La firma francesa Valrhona transformó en 1986 el uso del cacao con una creación que cambió para siempre el mundo dulce
Nació como una apuesta arriesgada, un desafío del entonces director general de Valrhona, el visionario Antoine Dodet, a su equipo: crear un chocolate negro de una intensidad nunca vista hasta entonces. El experimento, cuentan desde la marca —fundada en 1922 por el pastelero Albéric Guironnet y con sede en Tain-l’Hermitage (Francia), una región vinícola cercana a Lyon—, sacudió todo el proceso de creación conocido hasta ese momento. Los expertos de la casa empezaron, como si de un vino se tratara, a realizar catas a ciegas de habas de cacao primorosamente seleccionadas para calificar cada lote de acuerdo con su perfil aromático. Esto les permitía determinar su potencial y el papel que tendrían en la mezcla final. Un ensamblaje de sabores más que de orígenes, compuesto generalmente de seis cacaos finos (cinco como mínimo), con perfiles aromáticos característicos de Sudamérica, el Caribe y África. Estos orígenes permiten reunir notas complementarias —especiadas y frutales, amargas y ácidas, avainilladas y tostadas— que hacen que Guanaja sea diferente.

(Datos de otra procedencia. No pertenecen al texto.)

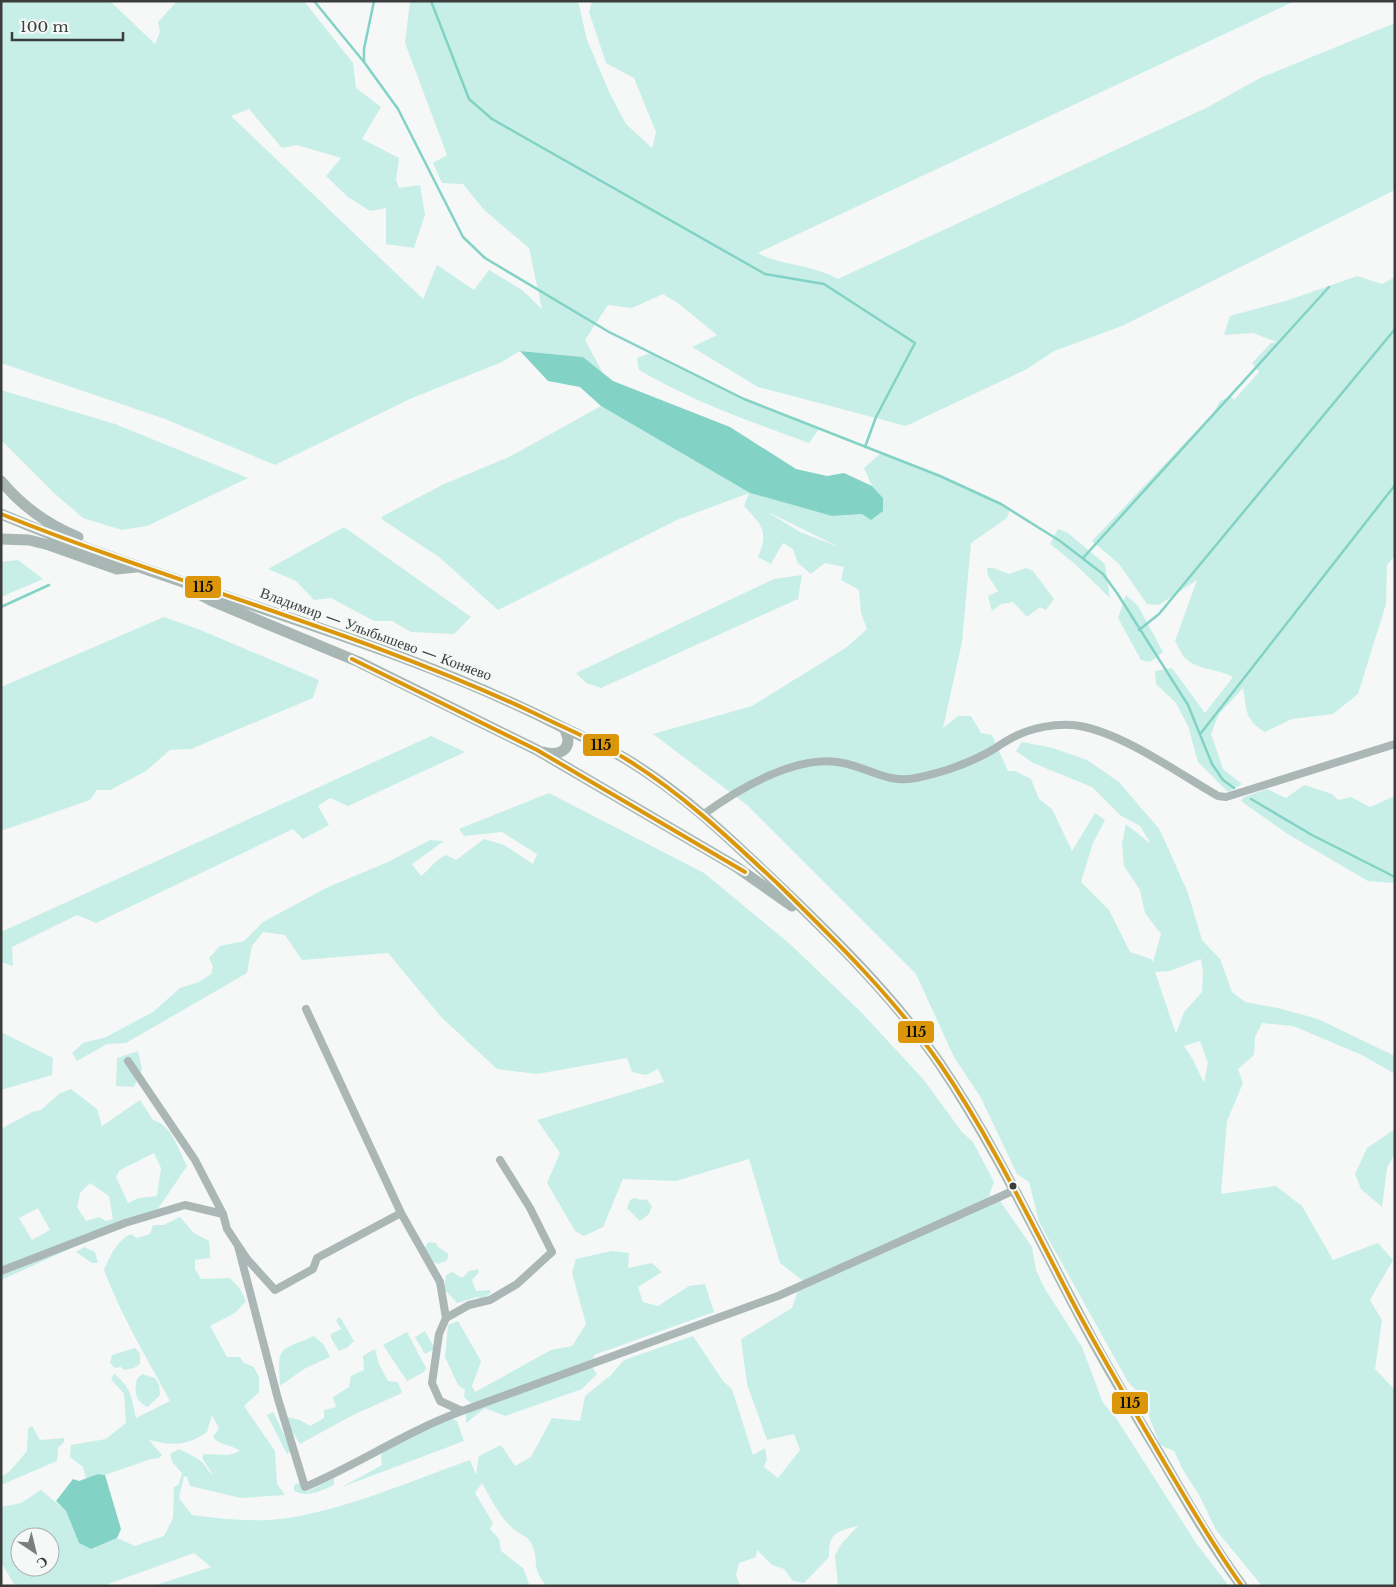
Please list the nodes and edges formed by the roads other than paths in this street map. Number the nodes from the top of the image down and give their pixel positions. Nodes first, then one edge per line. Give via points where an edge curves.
1 (1, 481) edge
2 (1, 514) edge
3 (1, 539) edge
4 (138, 567) junction
5 (174, 581) junction
6 (564, 728) junction
7 (1395, 744) edge
8 (537, 750) junction
9 (704, 814) junction
10 (858, 966) junction
11 (306, 1009) dead end
12 (128, 1061) dead end
13 (500, 1160) dead end
14 (1015, 1190) junction
15 (401, 1213) junction
16 (223, 1214) junction
17 (238, 1246) junction
18 (1, 1271) edge
19 (446, 1318) junction
20 (462, 1411) junction
21 (1242, 1586) edge

1 - 4 main road via 41,518
2 - 4 main road, Владимир — Улыбышево — Коняево
3 - 4 main road via 49,545 117,569
4 - 5 main road, Владимир — Улыбышево — Коняево
5 - 6 main road, Владимир — Улыбышево — Коняево via 223,594 436,670 518,704
5 - 8 main road, Владимир — Улыбышево — Коняево via 212,601 358,662
6 - 8 main road, Владимир — Улыбышево — Коняево via 568,744 562,752 554,755
6 - 9 main road, Владимир — Улыбышево — Коняево via 625,758
7 - 9 street via 1226,797 1218,796 1101,732 1078,726 1054,726 1033,729 963,764 915,778 890,779 829,760 809,763 764,777 731,794
8 - 10 main road, Владимир — Улыбышево — Коняево via 735,866 790,905
9 - 10 main road, Владимир — Улыбышево — Коняево via 830,934
10 - 14 main road, Владимир — Улыбышево — Коняево via 938,1062
11 - 15 street
12 - 16 street via 195,1160
13 - 19 street via 552,1252 510,1288
14 - 20 street via 803,1286
14 - 21 main road, Владимир — Улыбышево — Коняево via 1091,1337 1191,1510
15 - 17 street via 317,1258 313,1269 275,1290
15 - 19 street via 440,1282
16 - 17 street via 227,1229
16 - 18 street via 185,1205 125,1223
17 - 20 street via 305,1487 347,1468 403,1436
19 - 20 street via 439,1334 432,1383 440,1402

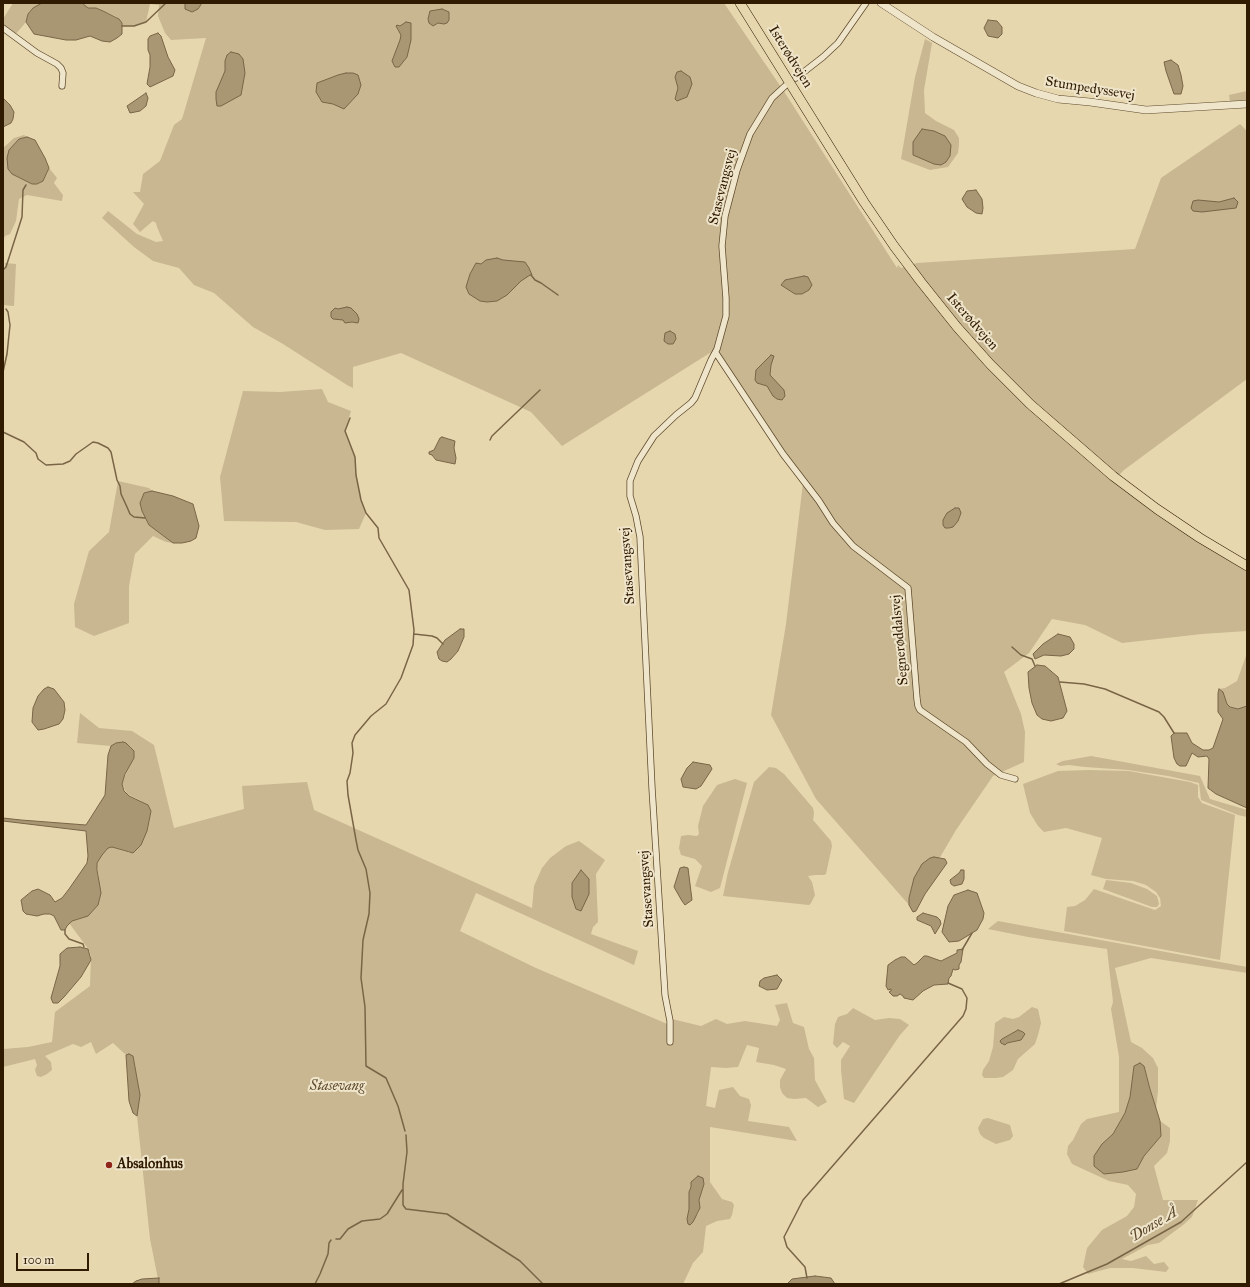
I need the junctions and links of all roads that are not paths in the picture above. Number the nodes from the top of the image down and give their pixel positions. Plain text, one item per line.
1 (736, 3) edge
2 (740, 3) edge
3 (866, 3) edge
4 (881, 3) edge
5 (753, 24) junction
6 (3, 28) edge
7 (796, 78) dead end
8 (62, 86) dead end
9 (785, 86) dead end
10 (1247, 104) edge
11 (716, 353) junction
12 (1247, 566) edge
13 (1014, 779) dead end
14 (670, 1042) dead end

1 - 5 highway, Isterødvejen
2 - 5 highway, Isterødvejen
3 - 7 street
4 - 10 street, Stumpedyssevej
5 - 12 highway, Isterødvejen
6 - 8 street
9 - 11 street, Stasevangsvej
11 - 13 street, Segnerøddalsvej
11 - 14 street, Stasevangsvej

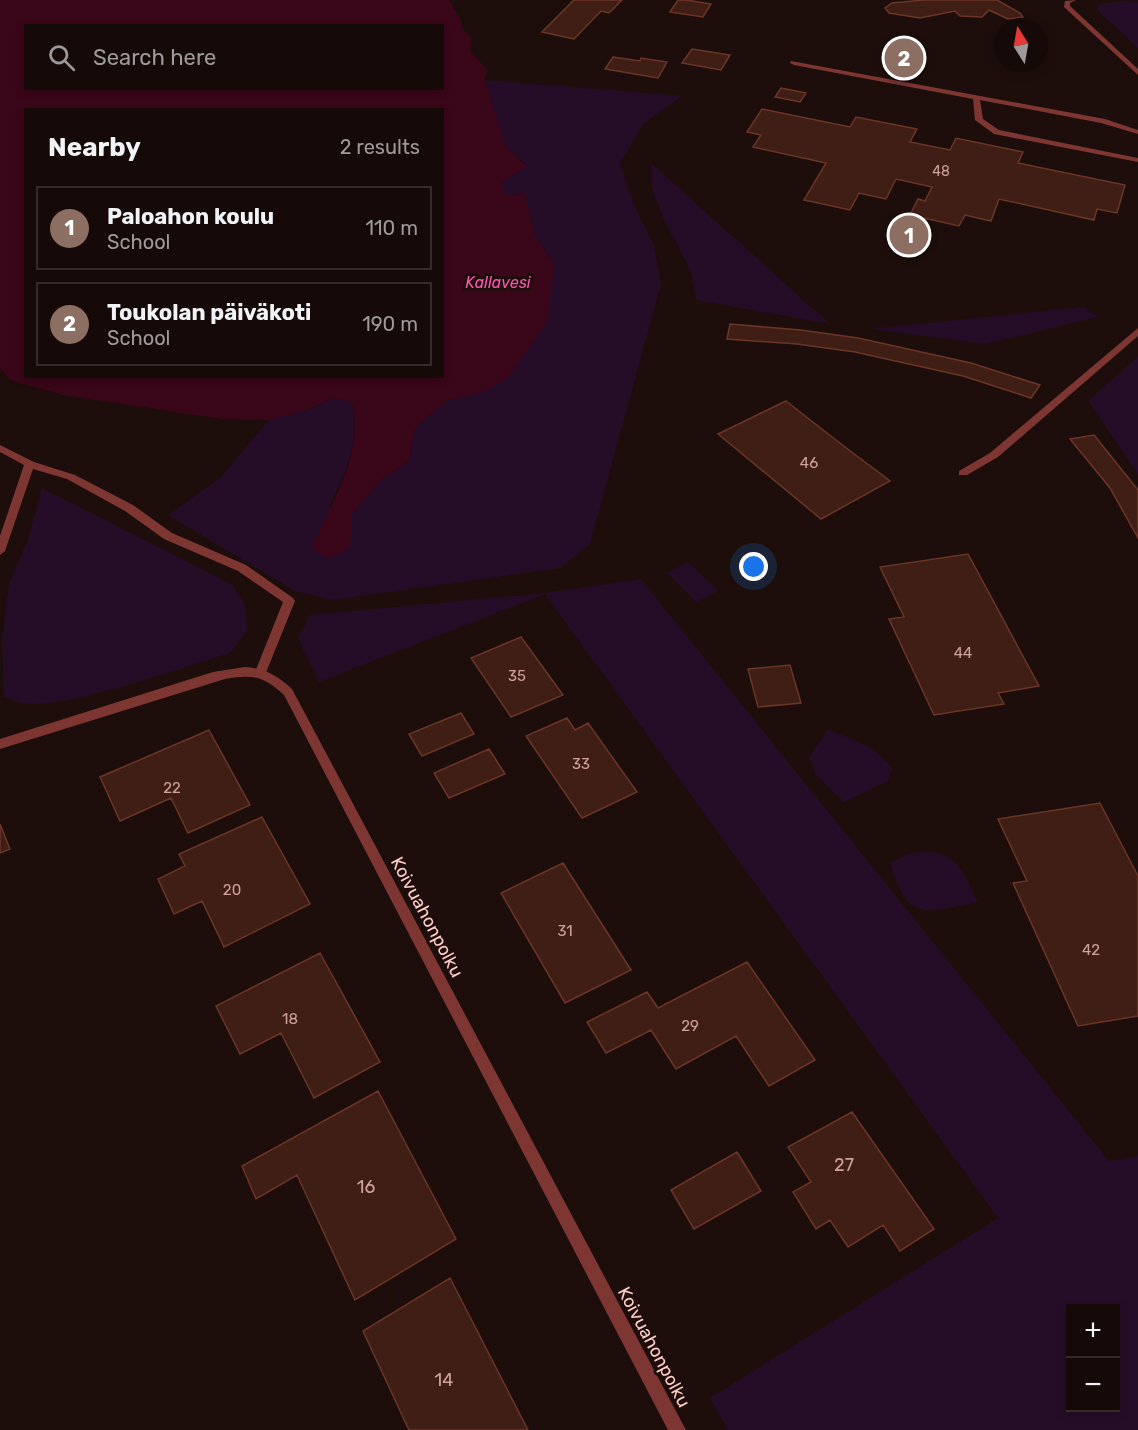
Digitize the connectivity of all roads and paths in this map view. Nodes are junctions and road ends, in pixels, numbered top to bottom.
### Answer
1 (1073, 0) edge
2 (794, 63) dead end
3 (1138, 73) edge
4 (976, 97) junction
5 (1138, 132) edge
6 (1138, 160) edge
7 (1138, 331) edge
8 (0, 448) edge
9 (30, 464) junction
10 (963, 473) dead end
11 (0, 551) edge
12 (261, 672) junction
13 (0, 744) edge
14 (677, 1430) edge

1 - 3 street
2 - 4 street
4 - 5 street
4 - 6 street
7 - 10 street
8 - 9 street
9 - 11 street
9 - 12 street
12 - 13 street
12 - 14 street, Koivuahonpolku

Pero no fue suficiente con esmerarse en la selección de las habas: también se cambió la forma de trabajar en los obradores, donde se redefinió cada etapa del proceso con precisión. Además de introducir nueva maquinaria, se ajustaron las curvas de temperatura y se adaptó el tueste a cada origen y variedad para destacar todo su potencial aromático. También se prolongó el tiempo de conchado —el proceso de mezclado, amasado y aireado del chocolate líquido a temperatura controlada, inventado en 1879 por el chocolatero suizo Rodolphe Lindt— para adaptarlo al aumento de la pureza del cacao, equilibrar los sabores, distribuir mejor la manteca de cacao y lograr una textura más fina y suave en boca.